Stati Uniti-Honduras è stata una delle partite più fredde nella storia del calcio

Si è giocato in Minnesota, a circa 20 gradi sotto zero. Il risultato: tutti i giocatori con lo scaldacollo, alcuni in ipotermia, e ovviamente tante polemiche
di Redazione Undici 03 Febbraio 2022 alle 18:01

Nella notte italiana, gli Stati Uniti hanno battuto per 3-0 l’Honduras. Per gli americani si tratta di un risultato importantissimo: i tre punti conquistati all’Allianz Field di Saint Paul, Minnesota, hanno permesso alla squadra di McKennie e Pulisic (entrambi a segno, in mezzo c’è stato il gol di Zimmerman) di consolidare il secondo posto – a pari punti col Messico – nel girone unico Concacaf delle qualificazioni ai Mondiali; se le gare finissero oggi, la Nazionale statunitense sarebbe certa di conquistare l’accesso alla fase finale della Coppa del Mondo in Qatar.

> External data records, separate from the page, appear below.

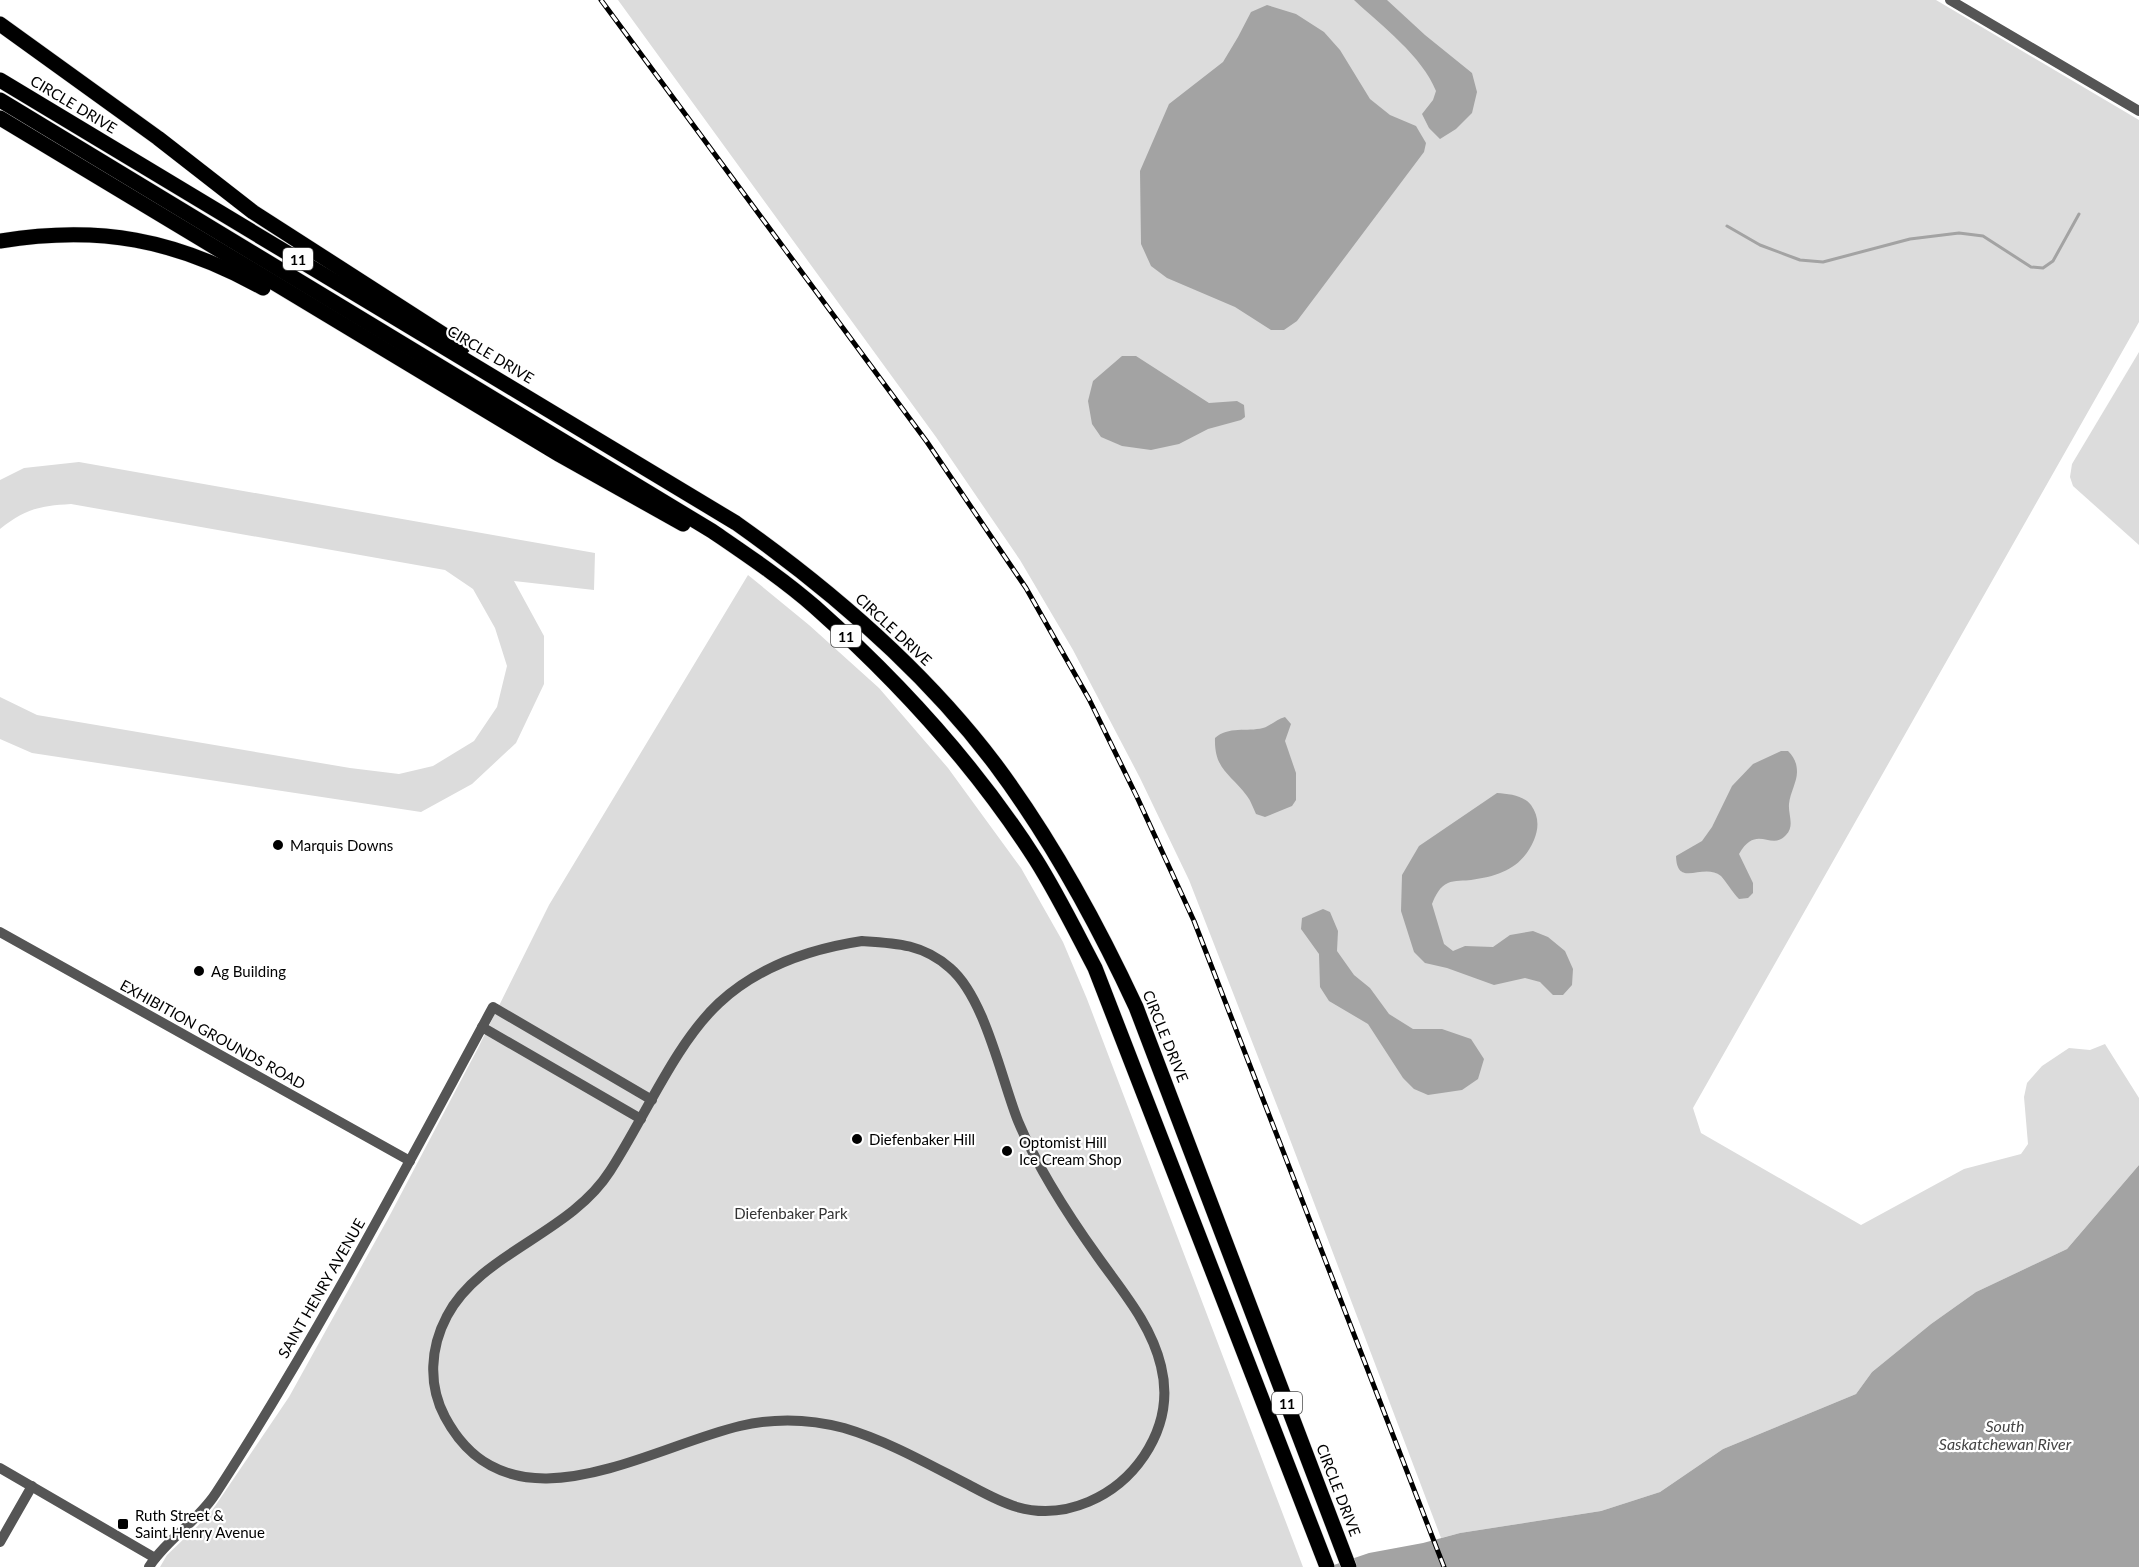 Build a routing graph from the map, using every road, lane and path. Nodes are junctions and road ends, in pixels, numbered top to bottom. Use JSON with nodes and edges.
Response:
{"nodes":[{"id":1,"x":1950,"y":0,"type":"edge"},
{"id":2,"x":1969,"y":5,"type":"edge"},
{"id":3,"x":0,"y":24,"type":"edge"},
{"id":4,"x":0,"y":80,"type":"edge"},
{"id":5,"x":0,"y":100,"type":"edge"},
{"id":6,"x":2139,"y":111,"type":"edge"},
{"id":7,"x":0,"y":118,"type":"edge"},
{"id":8,"x":0,"y":241,"type":"edge"},
{"id":9,"x":422,"y":372,"type":"junction"},
{"id":10,"x":596,"y":438,"type":"junction"},
{"id":11,"x":839,"y":630,"type":"junction"},
{"id":12,"x":0,"y":932,"type":"edge"},
{"id":13,"x":482,"y":1027,"type":"junction"},
{"id":14,"x":652,"y":1100,"type":"junction"},
{"id":15,"x":641,"y":1119,"type":"junction"},
{"id":16,"x":410,"y":1161,"type":"junction"},
{"id":17,"x":0,"y":1468,"type":"edge"},
{"id":18,"x":32,"y":1486,"type":"junction"},
{"id":19,"x":0,"y":1542,"type":"edge"},
{"id":20,"x":152,"y":1563,"type":"edge"},
{"id":21,"x":1327,"y":1567,"type":"edge"},
{"id":22,"x":1349,"y":1567,"type":"edge"}],
"edges":[{"from":1,"to":2,"type":"street"},
{"from":2,"to":6,"type":"street"},
{"from":3,"to":10,"type":"highway"},
{"from":4,"to":10,"type":"highway","name":"CIRCLE DRIVE","number":"11"},
{"from":5,"to":11,"type":"highway","number":"11"},
{"from":7,"to":9,"type":"highway"},
{"from":8,"to":9,"type":"highway"},
{"from":9,"to":11,"type":"highway"},
{"from":10,"to":22,"type":"highway","name":"CIRCLE DRIVE","number":"11"},
{"from":11,"to":21,"type":"highway","number":"11"},
{"from":12,"to":16,"type":"street","name":"EXHIBITION GROUNDS ROAD"},
{"from":13,"to":14,"type":"street","name":"SAINT HENRY AVENUE"},
{"from":13,"to":15,"type":"street"},
{"from":13,"to":16,"type":"street","name":"SAINT HENRY AVENUE"},
{"from":14,"to":15,"type":"street"},
{"from":14,"to":15,"type":"street"},
{"from":16,"to":20,"type":"street","name":"SAINT HENRY AVENUE"},
{"from":17,"to":18,"type":"street"},
{"from":18,"to":19,"type":"street"},
{"from":18,"to":20,"type":"street"}]}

Al di là del risultato, Usa-Honduras resterà nella storia del calcio – non solo americano – per un altro motivo: il freddo patito dai giocatori in campo. Non sfugga che abbiamo citato lo stadio in cui si è disputata la partita, l’Allianz Field di Saint Paul, Minnesota. Ebbene, ieri a Saint Paul, Minnesota, la temperatura effettiva era di circa 20 gradi sotto zero, mentre quella percepita scendeva fino a -30° per via del vento intenso.

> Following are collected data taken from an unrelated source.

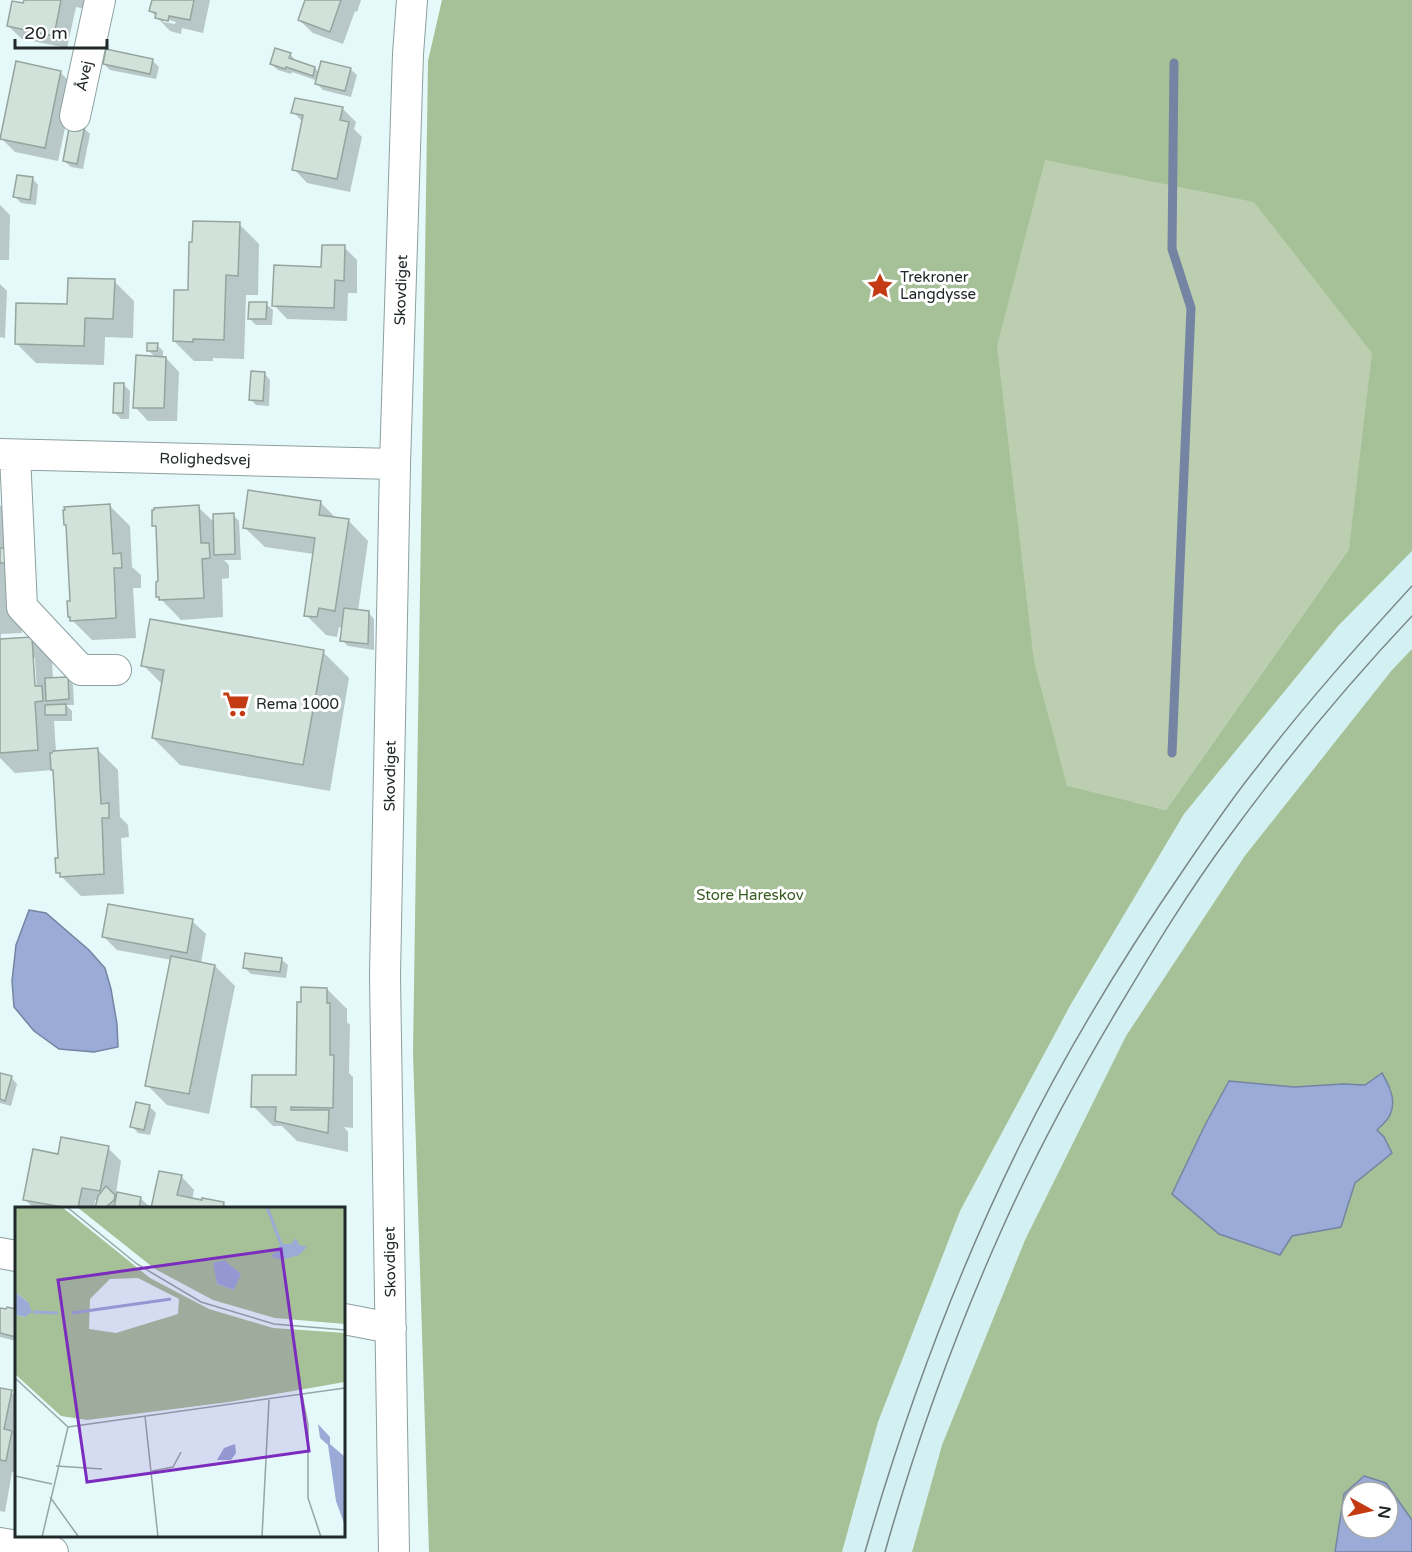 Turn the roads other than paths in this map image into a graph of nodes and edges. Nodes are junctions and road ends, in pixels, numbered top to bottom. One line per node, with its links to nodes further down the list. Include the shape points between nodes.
1 (100, 0): 3 (street, Åvej)
2 (412, 0): 5 (street, Skovdiget)
3 (75, 116)
4 (7, 455): 5 (street, Rolighedsvej); 6 (street, Rolighedsvej, via 22,608 81,670)
5 (395, 464): 10 (street, Skovdiget, via 385,976)
6 (116, 670)
7 (0, 1253): 8 (street)
8 (15, 1256)
9 (345, 1319): 10 (street)
10 (391, 1328): 13 (street, Skovdiget)
11 (0, 1543): 12 (street)
12 (53, 1552)
13 (394, 1552)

Non era difficile immaginare che la gara si sarebbe svolta in un contesto climatico del genere: tra gennaio e febbraio, la temperatura minima media a Saint Paul oscilla tra i -13° e i -10°. Eppure la Federcalcio americana ha scelto proprio la capitale del Minnesota per disputare questa gara. Secondo quanto riportato da diversi media, l’intenzione dei dirigenti americani era evitare che ci fossero tifosi ispanici – quindi schierati pro-Honduras – sugli spalti, e allora è stato scelto uno stadio nel Nord del Paese. Visto il risultato finale, la strategia si è rivelata vincente, ma è facile pensare che anche i giocatori di casa sarebbero stati contenti di ricevere qualche fischio in più piuttosto che giocare a calcio in quelle condizioni. Non a caso, Timothy Weah ha scritto su Instagram che «si ritirerà dal campo la prossima volta che dovrà giocare in queste condizioni».

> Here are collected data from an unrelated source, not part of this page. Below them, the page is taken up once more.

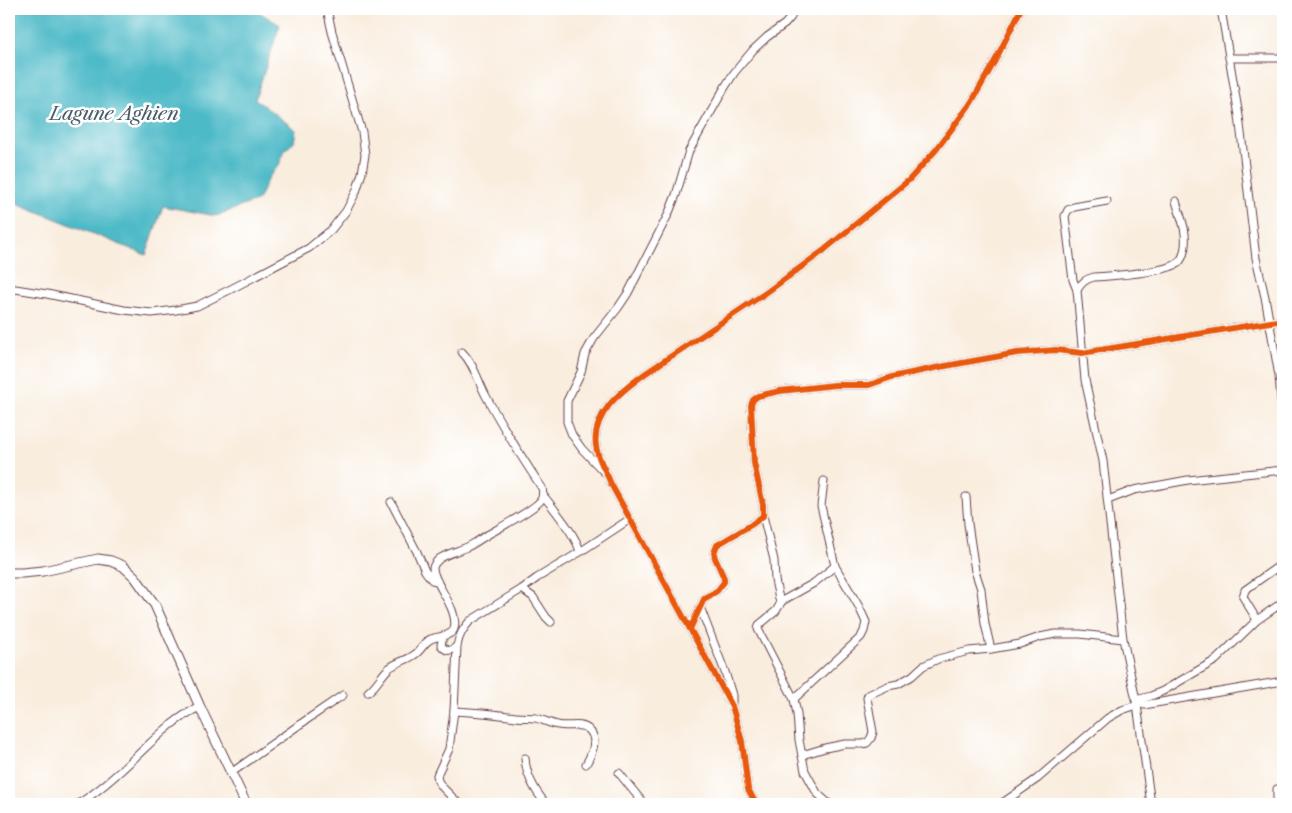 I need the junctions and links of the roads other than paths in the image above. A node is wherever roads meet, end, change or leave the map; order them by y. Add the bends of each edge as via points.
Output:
1 (327, 9) edge
2 (794, 9) edge
3 (1021, 9) edge
4 (1221, 9) edge
5 (1283, 57) edge
6 (1229, 58) junction
7 (1176, 201) dead end
8 (1107, 202) dead end
9 (9, 288) edge
10 (1077, 290) junction
11 (1283, 320) edge
12 (1270, 322) junction
13 (462, 352) dead end
14 (1082, 353) junction
15 (1283, 424) edge
16 (1283, 470) edge
17 (608, 476) junction
18 (824, 481) dead end
19 (543, 494) junction
20 (966, 497) dead end
21 (1108, 500) junction
22 (391, 502) dead end
23 (763, 516) junction
24 (630, 519) junction
25 (580, 552) junction
26 (1283, 562) edge
27 (835, 566) junction
28 (9, 573) edge
29 (437, 581) junction
30 (522, 589) junction
31 (1283, 602) edge
32 (780, 604) junction
33 (700, 607) junction
34 (1257, 620) junction
35 (551, 622) dead end
36 (690, 629) junction
37 (456, 634) junction
38 (443, 636) junction
39 (1123, 639) junction
40 (457, 646) junction
41 (991, 649) junction
42 (1283, 681) edge
43 (368, 692) dead end
44 (343, 696) dead end
45 (794, 699) junction
46 (1138, 701) junction
47 (732, 706) junction
48 (200, 707) junction
49 (454, 711) junction
50 (802, 755) junction
51 (525, 758) dead end
52 (586, 764) dead end
53 (231, 773) junction
54 (619, 773) dead end
55 (1277, 789) dead end
56 (78, 804) edge
57 (246, 804) edge
58 (459, 804) edge
59 (546, 804) edge
60 (644, 804) edge
61 (756, 804) edge
62 (829, 804) edge
63 (1001, 804) edge
64 (1151, 804) edge
65 (1277, 804) edge

1 - 9 street via 362,132 365,156 356,192 331,230 309,248 233,288 197,306 176,310 152,313 124,310
2 - 17 street via 785,24 753,50 724,88 689,150 668,214 632,286 585,354 581,372 567,401 567,422 582,449
3 - 17 street via 971,103 909,180 823,251 632,383 612,402 598,421 595,441
4 - 6 street
5 - 6 street
6 - 12 street via 1256,258
7 - 10 street via 1185,233 1184,251 1179,263 1146,272 1094,277 1082,282
8 - 10 street via 1074,207 1065,216 1072,280
10 - 14 street
11 - 12 street
12 - 14 street
12 - 15 street via 1280,376
13 - 19 street
14 - 21 street via 1084,380 1103,461
14 - 23 street via 1056,350 1016,354 892,377 869,385 836,385 758,396 751,405 754,463
16 - 21 street via 1188,480 1134,490
17 - 24 street
18 - 27 street via 821,506
19 - 25 street
19 - 29 street via 541,500 516,518 435,563 433,568
20 - 41 street via 975,571
21 - 39 street
22 - 29 street via 425,571
23 - 32 street
23 - 33 street via 717,545 714,553 724,582
24 - 25 street
24 - 36 street
25 - 30 street
26 - 34 street via 1245,590 1243,597
27 - 32 street
27 - 45 street via 866,622 864,631
28 - 48 street via 43,571 98,559 122,566 135,577 155,605
29 - 37 street via 448,600
30 - 35 street via 533,597
30 - 37 street via 470,621
31 - 34 street
32 - 45 street via 758,628
33 - 36 street
33 - 47 street via 725,672
34 - 46 street via 1216,660 1163,691
36 - 47 street
37 - 38 street
37 - 40 street
38 - 40 street via 441,645 445,650 452,651
38 - 43 street via 430,639 416,654 386,670
39 - 41 street via 1055,634
39 - 46 street
40 - 49 street
41 - 50 street via 938,659 898,684 868,695 873,732 867,743 845,744
42 - 46 street via 1144,705
44 - 53 street
45 - 50 street
46 - 63 street via 1108,718 1037,779
46 - 64 street
47 - 61 street via 742,741 748,789
48 - 53 street
48 - 56 street via 191,710 157,736 97,792
49 - 52 street via 536,718 559,726 586,727 592,732 594,741
49 - 58 street via 449,749 437,775 443,788
50 - 62 street via 805,771 817,793
51 - 59 street via 528,773
53 - 57 street
54 - 60 street
55 - 65 street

Basta guardare le foto e i video della gara per rendersi conto delle difficoltà vissute dagli atleti, dagli arbitri, insomma da tutti coloro che sono stati coinvolti nella gara: ai giocatori è stato concesso di indossare degli scaldacollo, anche perché lo stesso arbitro ne ha indossato uno; Matt Turner, portiere degli Stati Uniti, non ha dovuto compiere un solo intervento in tutta la partita e così ha dovuto tenersi caldo correndo spesso a vuoto, su e giù per il campo; in un momento di pausa, lo stesso Turner è corso verso la sua panchina per avvolgersi in una coperta e godersi qualche istante di calore. I giocatori honduregni, inevitabilmente meno abituati a queste temperature, hanno dovuto fronteggiare conseguenze molto più serie, e anche pericolose: il giornalista Oscar Funes, sul suo profilo Twitter, ha raccontato che due componenti della Nazionale ospite – il portiere López e l’attaccante Quioto – sono andati in ipotermia, e sono stati trattati con delle iniezioni nell’intervallo tra primo e secondo tempo. Entrambi sono stati sostituiti dal ct colombiano Gómez. Anche per lui non deve essere stata una bella serata.